**Record excerpts**
================================
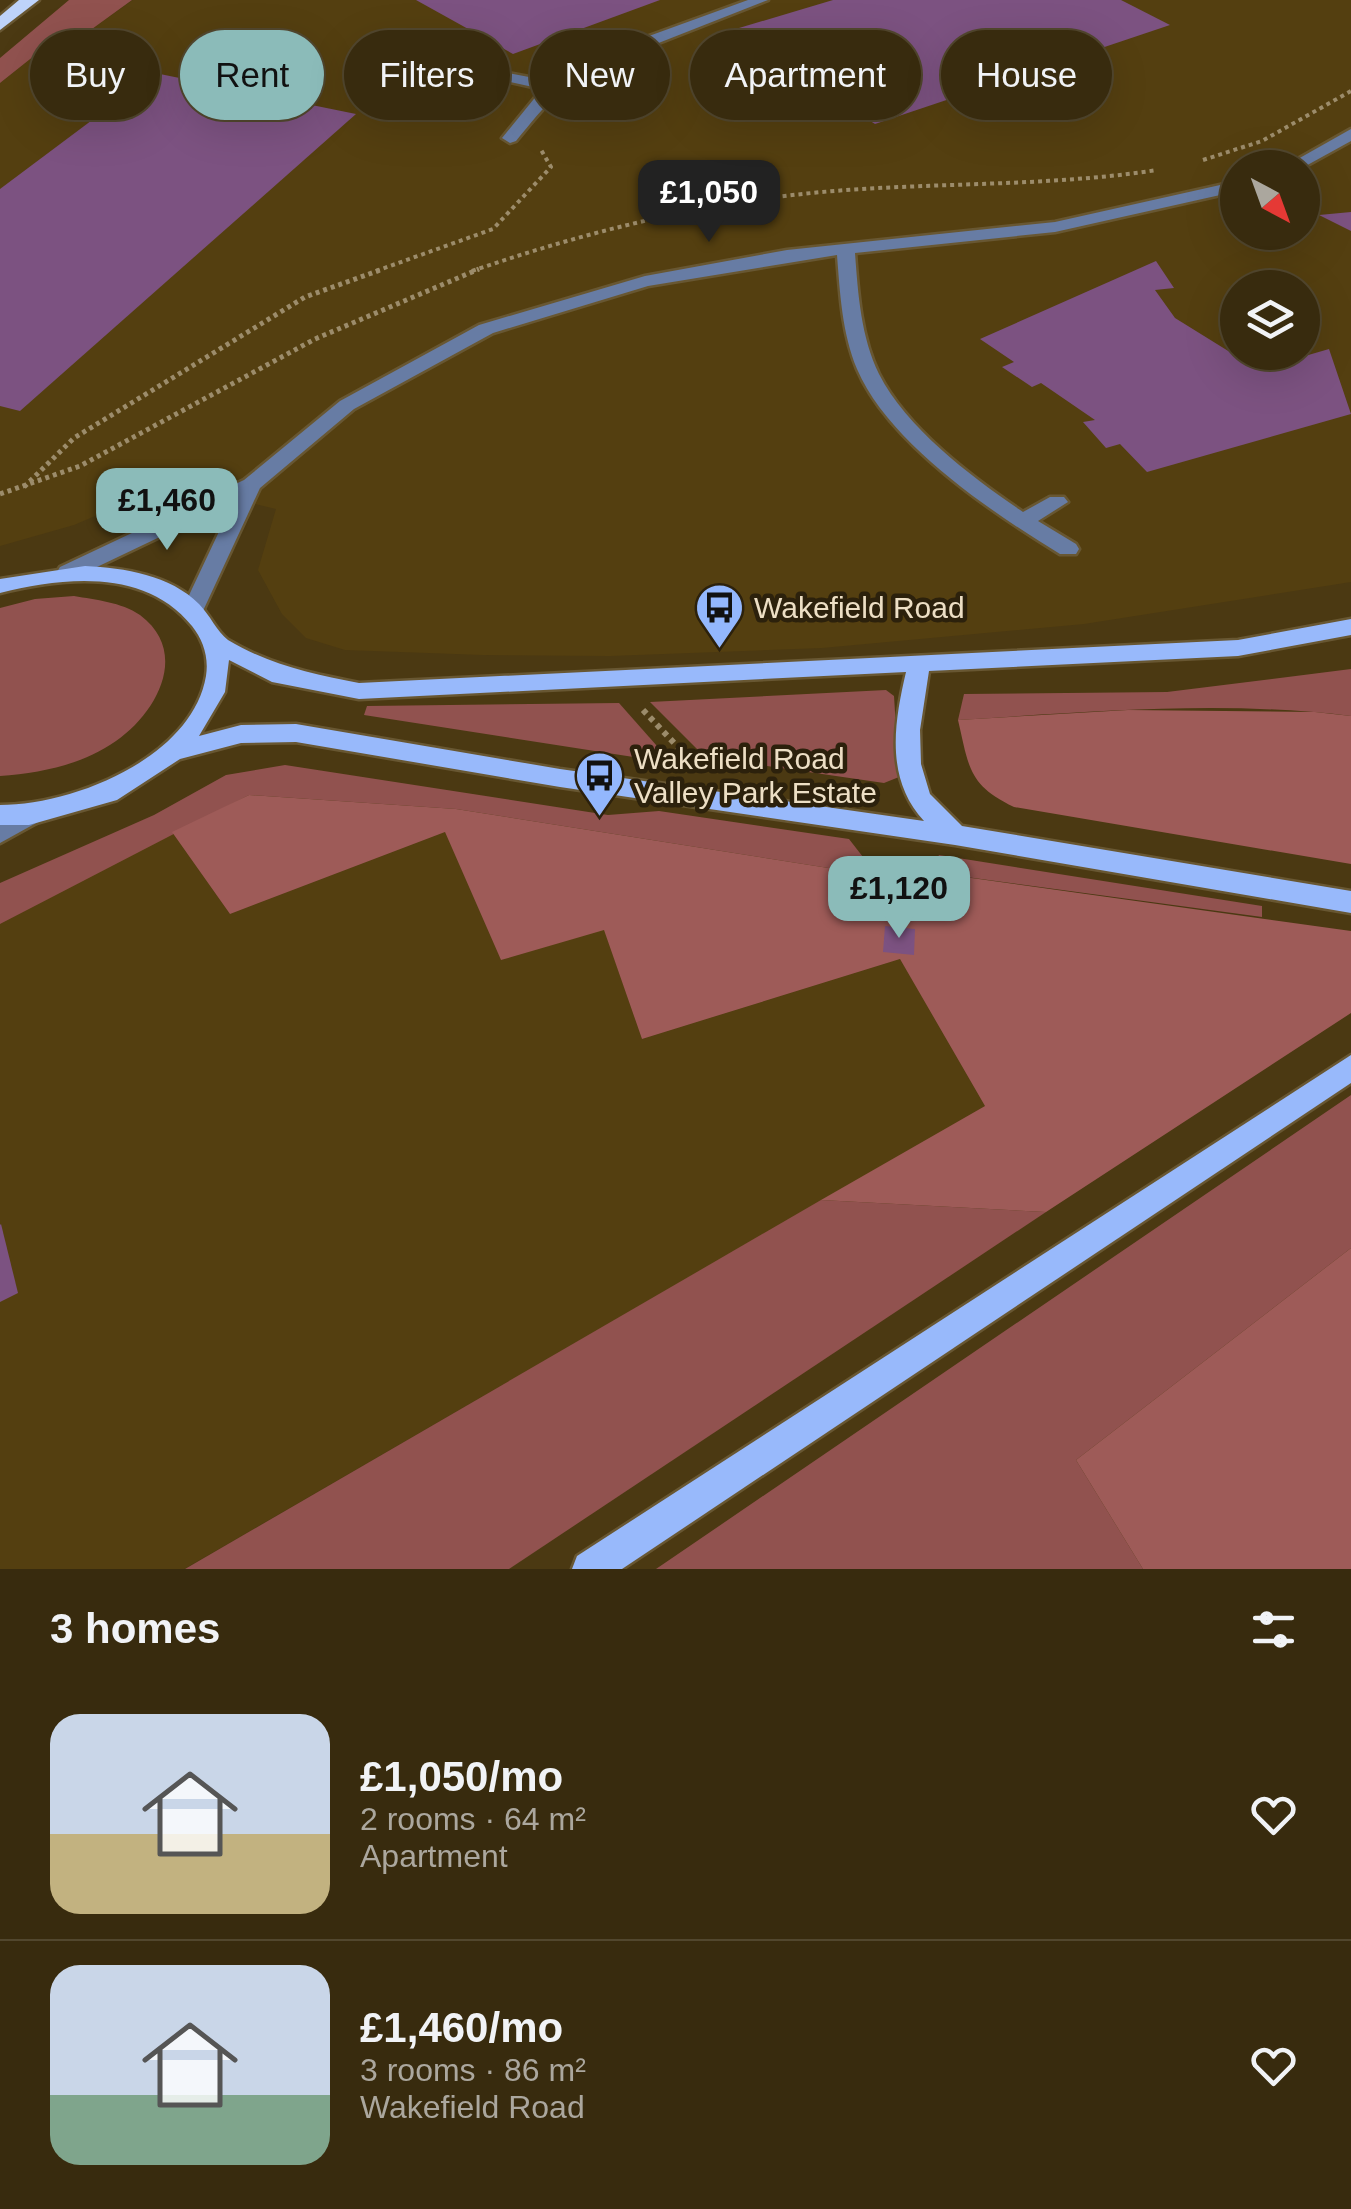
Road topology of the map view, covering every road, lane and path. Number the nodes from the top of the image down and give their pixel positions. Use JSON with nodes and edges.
{"nodes":[{"id":1,"x":30,"y":0,"type":"edge"},
{"id":2,"x":761,"y":0,"type":"edge"},
{"id":3,"x":0,"y":26,"type":"edge"},
{"id":4,"x":670,"y":33,"type":"edge"},
{"id":5,"x":530,"y":114,"type":"edge"},
{"id":6,"x":514,"y":133,"type":"joint"},
{"id":7,"x":1351,"y":134,"type":"edge"},
{"id":8,"x":1320,"y":151,"type":"edge"},
{"id":9,"x":1220,"y":190,"type":"edge"},
{"id":10,"x":846,"y":250,"type":"junction"},
{"id":11,"x":252,"y":485,"type":"junction"},
{"id":12,"x":20,"y":490,"type":"dead end"},
{"id":13,"x":1058,"y":502,"type":"dead end"},
{"id":14,"x":1022,"y":521,"type":"junction"},
{"id":15,"x":1068,"y":550,"type":"dead end"},
{"id":16,"x":68,"y":572,"type":"junction"},
{"id":17,"x":0,"y":586,"type":"edge"},
{"id":18,"x":194,"y":608,"type":"junction"},
{"id":19,"x":1351,"y":627,"type":"edge"},
{"id":20,"x":216,"y":643,"type":"junction"},
{"id":21,"x":919,"y":664,"type":"junction"},
{"id":22,"x":633,"y":676,"type":"junction"},
{"id":23,"x":172,"y":752,"type":"junction"},
{"id":24,"x":690,"y":797,"type":"junction"},
{"id":25,"x":0,"y":815,"type":"edge"},
{"id":26,"x":29,"y":815,"type":"junction"},
{"id":27,"x":0,"y":833,"type":"edge"},
{"id":28,"x":955,"y":835,"type":"junction"},
{"id":29,"x":1351,"y":902,"type":"edge"},
{"id":30,"x":1351,"y":1066,"type":"edge"},
{"id":31,"x":590,"y":1569,"type":"edge"}],
"edges":[{"from":1,"to":3,"type":"highway"},
{"from":2,"to":4,"type":"street"},
{"from":5,"to":6,"type":"street"},
{"from":6,"to":12,"type":"path"},
{"from":7,"to":8,"type":"street"},
{"from":9,"to":10,"type":"street"},
{"from":10,"to":11,"type":"street"},
{"from":10,"to":14,"type":"street"},
{"from":11,"to":16,"type":"street"},
{"from":11,"to":18,"type":"street"},
{"from":13,"to":14,"type":"street"},
{"from":14,"to":15,"type":"street"},
{"from":16,"to":17,"type":"main road"},
{"from":16,"to":18,"type":"main road"},
{"from":18,"to":20,"type":"main road"},
{"from":19,"to":21,"type":"main road"},
{"from":20,"to":22,"type":"main road"},
{"from":20,"to":23,"type":"main road"},
{"from":21,"to":22,"type":"main road"},
{"from":21,"to":28,"type":"main road"},
{"from":22,"to":24,"type":"path"},
{"from":23,"to":24,"type":"main road"},
{"from":23,"to":26,"type":"main road"},
{"from":24,"to":28,"type":"main road"},
{"from":25,"to":26,"type":"main road"},
{"from":26,"to":27,"type":"street"},
{"from":28,"to":29,"type":"main road"},
{"from":30,"to":31,"type":"main road"}]}
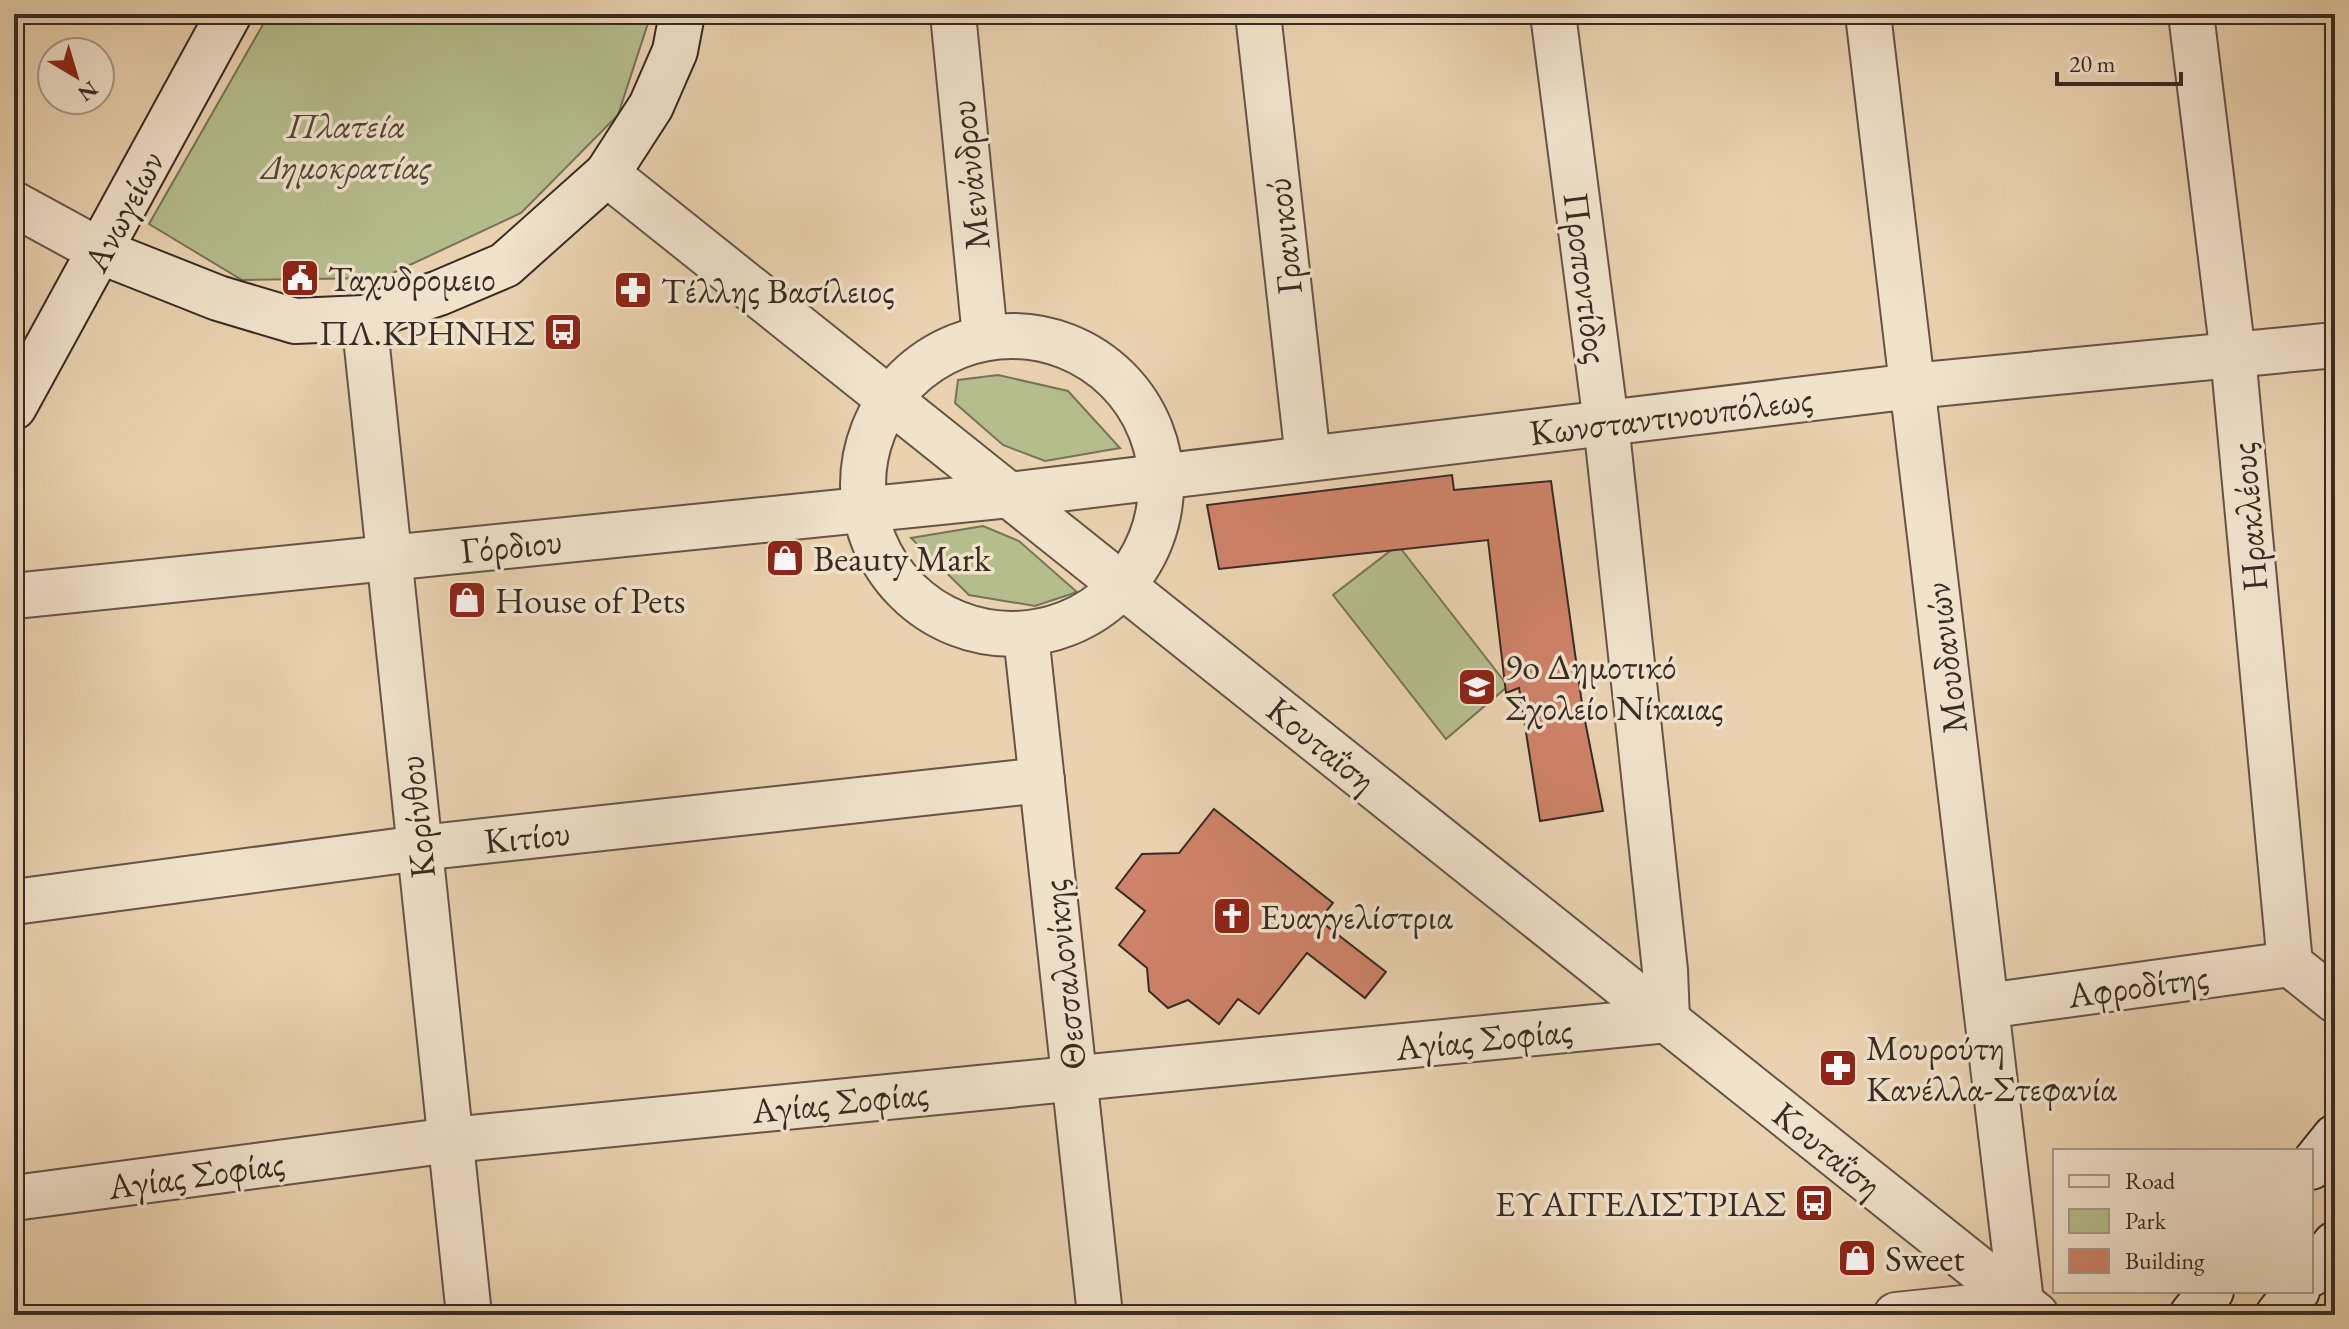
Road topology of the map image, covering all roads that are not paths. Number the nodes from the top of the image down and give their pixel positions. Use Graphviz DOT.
graph roads {
  1 [pos="229,14"];
  2 [pos="682,14"];
  3 [pos="953,14"];
  4 [pos="1258,14"];
  5 [pos="1553,14"];
  6 [pos="1868,14"];
  7 [pos="2191,14"];
  8 [pos="607,174"];
  9 [pos="14,204"];
  10 [pos="102,252"];
  11 [pos="364,318"];
  12 [pos="985,337"];
  13 [pos="2335,345"];
  14 [pos="2233,355"];
  15 [pos="1913,386"];
  16 [pos="888,398"];
  17 [pos="14,407"];
  18 [pos="1606,423"];
  19 [pos="1308,458"];
  20 [pos="1166,474"];
  21 [pos="1009,495"];
  22 [pos="863,510"];
  23 [pos="389,558"];
  24 [pos="1126,588"];
  25 [pos="14,596"];
  26 [pos="1026,635"];
  27 [pos="1042,780"];
  28 [pos="420,848"];
  29 [pos="14,902"];
  30 [pos="2290,964"];
  31 [pos="2335,1000"];
  32 [pos="1986,1006"];
  33 [pos="1667,1020"];
  34 [pos="1074,1078"];
  35 [pos="2335,1137"];
  36 [pos="451,1140"];
  37 [pos="2313,1164"];
  38 [pos="14,1198"];
  39 [pos="2335,1244"];
  40 [pos="2313,1272"];
  41 [pos="2209,1293"];
  42 [pos="2295,1293"];
  43 [pos="2028,1309"];
  44 [pos="469,1315"];
  45 [pos="1100,1315"];
  46 [pos="1896,1315"];
  47 [pos="2192,1315"];
  48 [pos="2278,1315"];
  1 -- 10 [label="street, Ανωγείων"];
  2 -- 8 [label="street"];
  3 -- 12 [label="street, Μενάνδρου"];
  4 -- 19 [label="street, Γρανικού"];
  5 -- 18 [label="street, Προποντίδος"];
  6 -- 15 [label="street, Μουδανιών"];
  7 -- 14 [label="street, Ηρακλέους"];
  8 -- 11 [label="street"];
  8 -- 16 [label="street, Κουταΐση"];
  9 -- 10 [label="street"];
  10 -- 11 [label="street"];
  10 -- 17 [label="street, Ανωγείων"];
  11 -- 23 [label="street, Κορίνθου"];
  12 -- 16 [label="street"];
  12 -- 20 [label="street"];
  13 -- 14 [label="street, Κωνσταντινουπόλεως"];
  14 -- 15 [label="street, Κωνσταντινουπόλεως"];
  14 -- 30 [label="street, Ηρακλέους"];
  15 -- 18 [label="street, Κωνσταντινουπόλεως"];
  15 -- 32 [label="street, Μουδανιών"];
  16 -- 21 [label="street, Κουταΐση"];
  16 -- 22 [label="street"];
  18 -- 19 [label="street, Κωνσταντινουπόλεως"];
  18 -- 33 [label="street, Προποντίδος"];
  19 -- 20 [label="street, Κωνσταντινουπόλεως"];
  20 -- 21 [label="street, Κωνσταντινουπόλεως"];
  20 -- 24 [label="street"];
  21 -- 22 [label="street, Γόρδιου"];
  21 -- 24 [label="street, Κουταΐση"];
  22 -- 23 [label="street, Γόρδιου"];
  22 -- 26 [label="street"];
  23 -- 25 [label="street, Γόρδιου"];
  23 -- 28 [label="street, Κορίνθου"];
  24 -- 26 [label="street"];
  24 -- 33 [label="street, Κουταΐση"];
  26 -- 27 [label="street, Θεσσαλονίκης"];
  27 -- 28 [label="street, Κιτίου"];
  27 -- 34 [label="street, Θεσσαλονίκης"];
  28 -- 29 [label="street, Κιτίου"];
  28 -- 36 [label="street, Κορίνθου"];
  30 -- 31 [label="street"];
  30 -- 32 [label="street, Αφροδίτης"];
  32 -- 43 [label="street, Μουδανιών"];
  33 -- 34 [label="street, Αγίας Σοφίας"];
  33 -- 43 [label="street, Κουταΐση"];
  34 -- 36 [label="street, Αγίας Σοφίας"];
  34 -- 45 [label="street, Θεσσαλονίκης"];
  35 -- 37 [label="street"];
  36 -- 38 [label="street, Αγίας Σοφίας"];
  36 -- 44 [label="street, Κορίνθου"];
  39 -- 40 [label="street"];
  41 -- 47 [label="street"];
  42 -- 48 [label="street"];
  43 -- 46 [label="street"];
}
================================
**Task directions**
Search the entries above for the string "Number". Copy each line in which it appears.

**Written response**
Road topology of the map view, covering every road, lane and path. Number the nodes from the top of the image down and give their pixel positions. Use JSON with nodes and edges.
Road topology of the map image, covering all roads that are not paths. Number the nodes from the top of the image down and give their pixel positions. Use Graphviz DOT.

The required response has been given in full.